Navigating the contrast between his life in Hollywood — with a room at a trendy hotel — and the Faulkner home, Rowan Oak, tucked deep in the woods, proved challenging. While in Hollywood, Faulkner frequented restaurants and supper clubs popular with actors, movie industry deal makers, and writers: Schwab’s Pharmacy, Lucys’s, LaRue’s, Pig ’n Whistle, Musso and Frank (a haven for screenwriters), and The Players. The Players especially achieved Hollywood notoriety with its assignation tunnel leading to the nearby Chateau Marmont and its convenient location across from the Garden of Allah Hotel, an extended stay place with a legendary guest book including — Humphrey Bogart, Lauren Bacall, Greta Garbo, Dorothy Parker, Ernest Hemingway, and F. Scott Fitzgerald.

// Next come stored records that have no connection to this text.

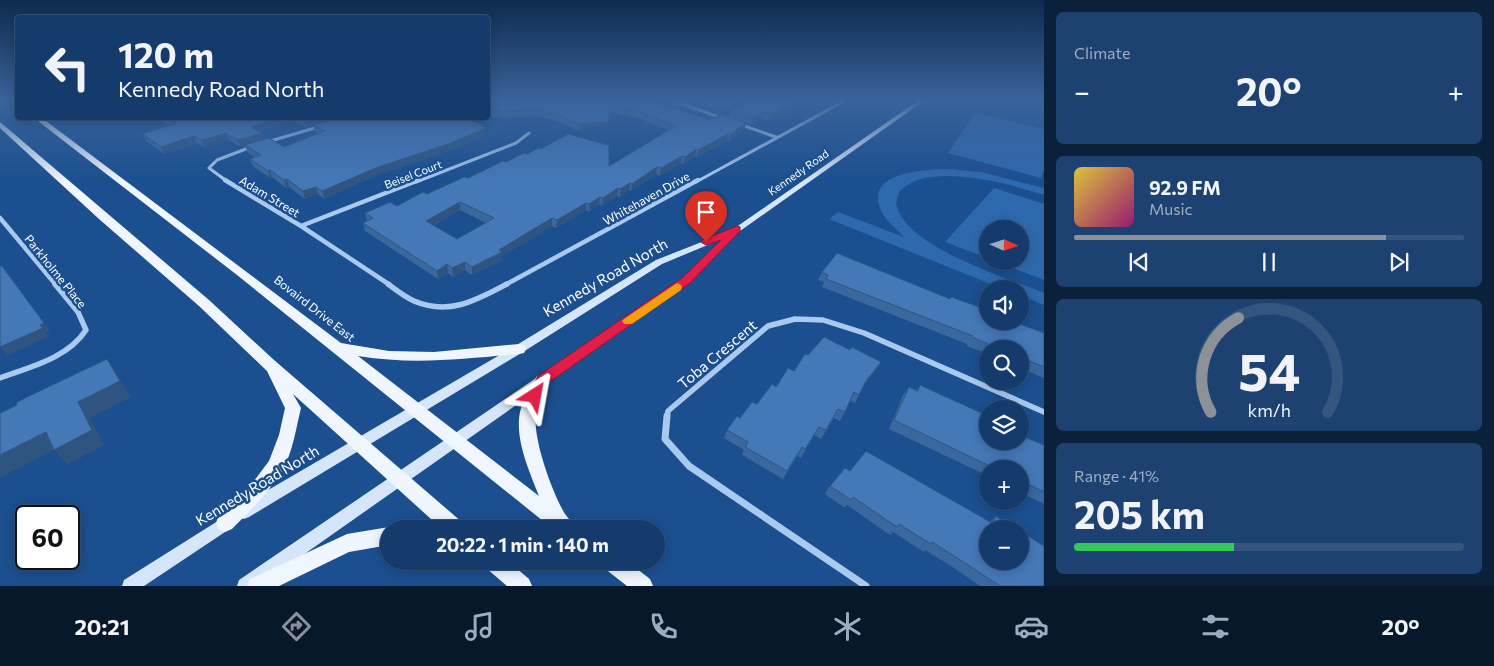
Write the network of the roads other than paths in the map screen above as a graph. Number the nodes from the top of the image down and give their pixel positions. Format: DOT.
graph roads {
  1 [pos="4,127"];
  2 [pos="50,127"];
  3 [pos="317,127"];
  4 [pos="749,127"];
  5 [pos="794,127"];
  6 [pos="883,127"];
  7 [pos="530,133"];
  8 [pos="776,137"];
  9 [pos="0,218"];
  10 [pos="301,226"];
  11 [pos="737,229"];
  12 [pos="453,309"];
  13 [pos="339,348"];
  14 [pos="519,349"];
  15 [pos="269,364"];
  16 [pos="0,378"];
  17 [pos="542,380"];
  18 [pos="417,410"];
  19 [pos="1044,412"];
  20 [pos="456,440"];
  21 [pos="360,444"];
  22 [pos="400,479"];
  23 [pos="446,520"];
  24 [pos="557,520"];
  25 [pos="561,520"];
  26 [pos="225,523"];
  27 [pos="380,538"];
  28 [pos="502,570"];
  29 [pos="623,570"];
  30 [pos="130,586"];
  31 [pos="245,586"];
  32 [pos="257,586"];
  33 [pos="522,586"];
  34 [pos="643,586"];
  35 [pos="866,586"];
  1 -- 15 [label="main road"];
  2 -- 13 [label="main road, Bovaird Drive East"];
  3 -- 10 [label="street, Adam Street"];
  4 -- 8 [label="street"];
  5 -- 8 [label="street, Whitehaven Drive"];
  6 -- 11 [label="main road, Kennedy Road"];
  7 -- 10 [label="street, Beisel Court"];
  8 -- 12 [label="street, Whitehaven Drive"];
  9 -- 16 [label="street, Parkholme Place"];
  10 -- 12 [label="street, Adam Street"];
  11 -- 14 [label="main road, Kennedy Road North"];
  11 -- 17 [label="main road"];
  13 -- 14 [label="main road"];
  13 -- 18 [label="main road, Bovaird Drive East"];
  14 -- 18 [label="main road, Kennedy Road North"];
  15 -- 21 [label="main road"];
  15 -- 26 [label="main road"];
  17 -- 20 [label="main road"];
  17 -- 25 [label="main road"];
  18 -- 20 [label="main road, Bovaird Drive East"];
  18 -- 21 [label="main road, Kennedy Road North"];
  19 -- 35 [label="street, Toba Crescent"];
  20 -- 22 [label="main road"];
  20 -- 24 [label="main road, Bovaird Drive East"];
  21 -- 22 [label="main road"];
  21 -- 26 [label="main road, Kennedy Road North"];
  22 -- 23 [label="main road"];
  22 -- 31 [label="main road"];
  26 -- 30 [label="main road, Kennedy Road North"];
  27 -- 32 [label="main road"];
  28 -- 33 [label="main road"];
  29 -- 34 [label="main road"];
}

Little of this glitz and glamour extended to Mississippi. Apparently his inclination to socialize did not occur much in Oxford, where he and Estelle, to her displeasure, were mostly homebodies. Faulkner embraced the solitude and would remain silent for unnerving periods of time. His frustrating wall of silence wasn’t easily pierced. Estelle, who had been instructed by her mother as a young girl to be charming since she wasn’t particularly beautiful, enjoyed people, parties, and dinners. She wanted to go out and resented his stubborn streak. It was lost on Faulkner that Estelle didn’t have an alternative to her isolating existence at Rowan Oak.